*What to work on*. Transcribe the entries below exactly as they appear.

· · · · · · ·

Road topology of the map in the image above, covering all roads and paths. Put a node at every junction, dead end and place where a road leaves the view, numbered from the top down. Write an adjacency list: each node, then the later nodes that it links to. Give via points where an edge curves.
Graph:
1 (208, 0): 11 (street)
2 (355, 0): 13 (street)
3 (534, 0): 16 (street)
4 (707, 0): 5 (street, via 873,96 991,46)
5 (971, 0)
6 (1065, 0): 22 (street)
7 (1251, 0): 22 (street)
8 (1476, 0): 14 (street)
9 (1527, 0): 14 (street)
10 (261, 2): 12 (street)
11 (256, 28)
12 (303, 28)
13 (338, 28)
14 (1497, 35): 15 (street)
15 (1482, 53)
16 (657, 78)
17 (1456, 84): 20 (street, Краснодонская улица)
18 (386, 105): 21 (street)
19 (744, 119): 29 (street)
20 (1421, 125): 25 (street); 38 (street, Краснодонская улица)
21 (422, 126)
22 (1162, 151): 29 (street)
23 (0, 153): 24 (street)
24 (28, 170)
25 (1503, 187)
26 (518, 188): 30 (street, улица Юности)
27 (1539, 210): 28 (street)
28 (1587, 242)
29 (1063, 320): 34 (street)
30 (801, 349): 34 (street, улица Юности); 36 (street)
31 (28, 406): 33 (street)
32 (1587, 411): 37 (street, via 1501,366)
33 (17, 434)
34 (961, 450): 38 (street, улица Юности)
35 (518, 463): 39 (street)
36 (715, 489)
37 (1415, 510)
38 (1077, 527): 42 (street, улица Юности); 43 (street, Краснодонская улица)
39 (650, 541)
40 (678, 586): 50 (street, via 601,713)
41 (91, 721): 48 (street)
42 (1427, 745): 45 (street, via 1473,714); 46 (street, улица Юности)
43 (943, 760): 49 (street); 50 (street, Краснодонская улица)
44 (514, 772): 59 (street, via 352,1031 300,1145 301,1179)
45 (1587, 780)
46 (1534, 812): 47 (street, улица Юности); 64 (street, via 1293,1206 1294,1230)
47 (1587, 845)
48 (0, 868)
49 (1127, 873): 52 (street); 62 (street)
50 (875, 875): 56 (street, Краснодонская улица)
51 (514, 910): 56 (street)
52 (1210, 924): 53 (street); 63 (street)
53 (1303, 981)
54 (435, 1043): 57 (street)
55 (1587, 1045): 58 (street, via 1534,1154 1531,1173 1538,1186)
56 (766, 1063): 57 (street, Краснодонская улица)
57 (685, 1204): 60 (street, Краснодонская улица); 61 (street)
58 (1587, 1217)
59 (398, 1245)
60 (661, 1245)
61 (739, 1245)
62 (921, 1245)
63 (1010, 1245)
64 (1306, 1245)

· · · · · · ·

*Task output*.
Road topology of the map in the image above, covering all roads and paths. Put a node at every junction, dead end and place where a road leaves the view, numbered from the top down. Write an adjacency list: each node, then the later nodes that it links to. Give via points where an edge curves.
Graph:
1 (208, 0): 11 (street)
2 (355, 0): 13 (street)
3 (534, 0): 16 (street)
4 (707, 0): 5 (street, via 873,96 991,46)
5 (971, 0)
6 (1065, 0): 22 (street)
7 (1251, 0): 22 (street)
8 (1476, 0): 14 (street)
9 (1527, 0): 14 (street)
10 (261, 2): 12 (street)
11 (256, 28)
12 (303, 28)
13 (338, 28)
14 (1497, 35): 15 (street)
15 (1482, 53)
16 (657, 78)
17 (1456, 84): 20 (street, Краснодонская улица)
18 (386, 105): 21 (street)
19 (744, 119): 29 (street)
20 (1421, 125): 25 (street); 38 (street, Краснодонская улица)
21 (422, 126)
22 (1162, 151): 29 (street)
23 (0, 153): 24 (street)
24 (28, 170)
25 (1503, 187)
26 (518, 188): 30 (street, улица Юности)
27 (1539, 210): 28 (street)
28 (1587, 242)
29 (1063, 320): 34 (street)
30 (801, 349): 34 (street, улица Юности); 36 (street)
31 (28, 406): 33 (street)
32 (1587, 411): 37 (street, via 1501,366)
33 (17, 434)
34 (961, 450): 38 (street, улица Юности)
35 (518, 463): 39 (street)
36 (715, 489)
37 (1415, 510)
38 (1077, 527): 42 (street, улица Юности); 43 (street, Краснодонская улица)
39 (650, 541)
40 (678, 586): 50 (street, via 601,713)
41 (91, 721): 48 (street)
42 (1427, 745): 45 (street, via 1473,714); 46 (street, улица Юности)
43 (943, 760): 49 (street); 50 (street, Краснодонская улица)
44 (514, 772): 59 (street, via 352,1031 300,1145 301,1179)
45 (1587, 780)
46 (1534, 812): 47 (street, улица Юности); 64 (street, via 1293,1206 1294,1230)
47 (1587, 845)
48 (0, 868)
49 (1127, 873): 52 (street); 62 (street)
50 (875, 875): 56 (street, Краснодонская улица)
51 (514, 910): 56 (street)
52 (1210, 924): 53 (street); 63 (street)
53 (1303, 981)
54 (435, 1043): 57 (street)
55 (1587, 1045): 58 (street, via 1534,1154 1531,1173 1538,1186)
56 (766, 1063): 57 (street, Краснодонская улица)
57 (685, 1204): 60 (street, Краснодонская улица); 61 (street)
58 (1587, 1217)
59 (398, 1245)
60 (661, 1245)
61 (739, 1245)
62 (921, 1245)
63 (1010, 1245)
64 (1306, 1245)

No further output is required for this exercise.